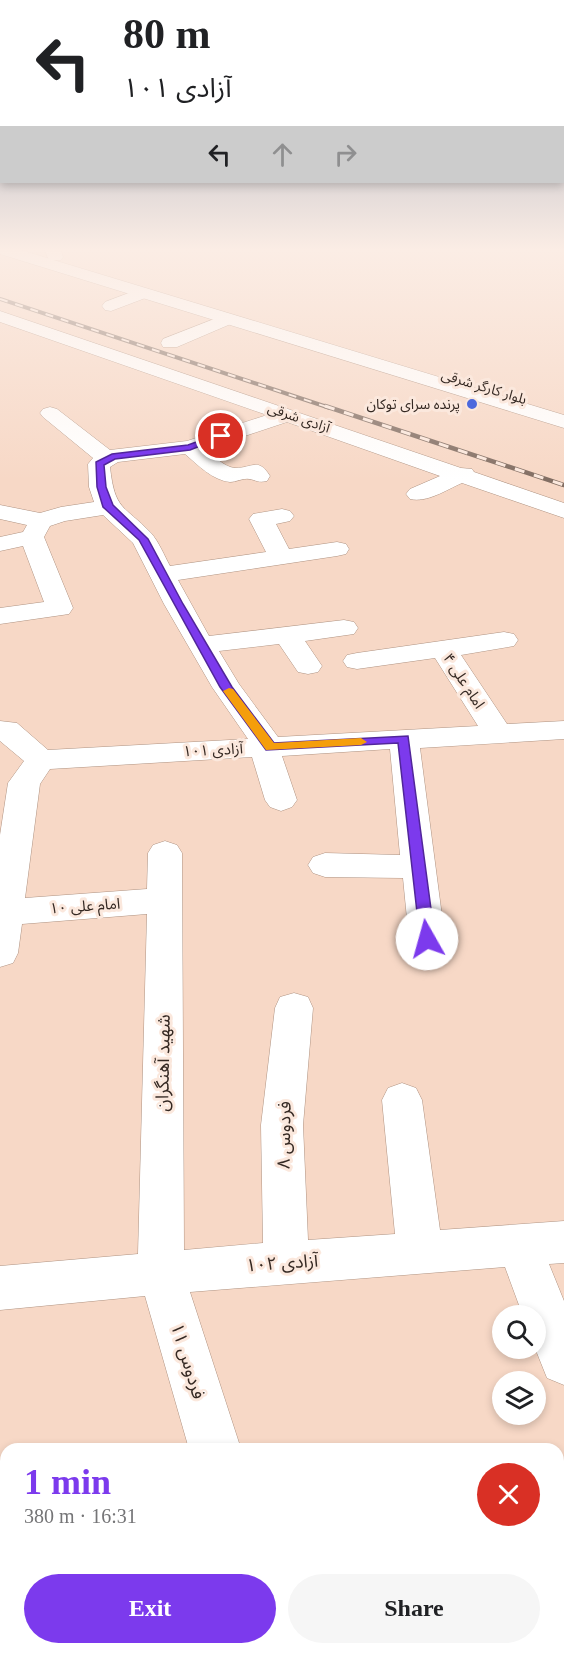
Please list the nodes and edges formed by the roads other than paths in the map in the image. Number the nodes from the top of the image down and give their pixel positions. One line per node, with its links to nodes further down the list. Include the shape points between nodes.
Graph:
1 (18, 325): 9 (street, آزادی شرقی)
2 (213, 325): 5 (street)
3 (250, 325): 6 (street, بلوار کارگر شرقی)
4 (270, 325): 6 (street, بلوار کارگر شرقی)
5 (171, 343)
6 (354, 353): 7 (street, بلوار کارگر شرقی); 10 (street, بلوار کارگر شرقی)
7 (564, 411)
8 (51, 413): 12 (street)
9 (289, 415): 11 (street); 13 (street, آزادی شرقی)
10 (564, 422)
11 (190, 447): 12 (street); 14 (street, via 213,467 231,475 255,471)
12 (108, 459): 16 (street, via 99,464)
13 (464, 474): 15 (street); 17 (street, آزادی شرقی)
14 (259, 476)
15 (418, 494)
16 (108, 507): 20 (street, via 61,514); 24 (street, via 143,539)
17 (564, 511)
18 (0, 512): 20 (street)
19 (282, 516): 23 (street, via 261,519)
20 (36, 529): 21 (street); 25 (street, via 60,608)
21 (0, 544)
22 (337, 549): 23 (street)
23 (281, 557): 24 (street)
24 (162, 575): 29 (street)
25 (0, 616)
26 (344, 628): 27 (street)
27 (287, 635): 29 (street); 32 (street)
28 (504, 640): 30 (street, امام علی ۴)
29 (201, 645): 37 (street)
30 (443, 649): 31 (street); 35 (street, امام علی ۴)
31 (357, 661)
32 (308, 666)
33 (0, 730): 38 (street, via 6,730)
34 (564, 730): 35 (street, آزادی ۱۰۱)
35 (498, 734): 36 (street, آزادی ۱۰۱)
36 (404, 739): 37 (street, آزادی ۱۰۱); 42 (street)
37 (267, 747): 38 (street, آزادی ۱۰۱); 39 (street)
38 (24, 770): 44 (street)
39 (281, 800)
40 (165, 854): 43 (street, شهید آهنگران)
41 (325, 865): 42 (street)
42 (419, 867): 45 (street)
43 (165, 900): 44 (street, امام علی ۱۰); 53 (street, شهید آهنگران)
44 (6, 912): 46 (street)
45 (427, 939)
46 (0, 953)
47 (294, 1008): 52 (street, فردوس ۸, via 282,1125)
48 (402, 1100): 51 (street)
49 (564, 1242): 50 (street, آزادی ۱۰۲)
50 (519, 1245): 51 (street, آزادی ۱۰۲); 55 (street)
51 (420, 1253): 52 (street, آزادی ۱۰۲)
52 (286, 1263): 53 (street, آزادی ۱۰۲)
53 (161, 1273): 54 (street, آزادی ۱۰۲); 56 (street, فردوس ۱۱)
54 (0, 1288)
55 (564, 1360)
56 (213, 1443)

# WHAT THE EXERCISE ASKS
Write out each line above that contains the word "فردوس".

# TASK RESULT
47 (294, 1008): 52 (street, فردوس ۸, via 282,1125)
53 (161, 1273): 54 (street, آزادی ۱۰۲); 56 (street, فردوس ۱۱)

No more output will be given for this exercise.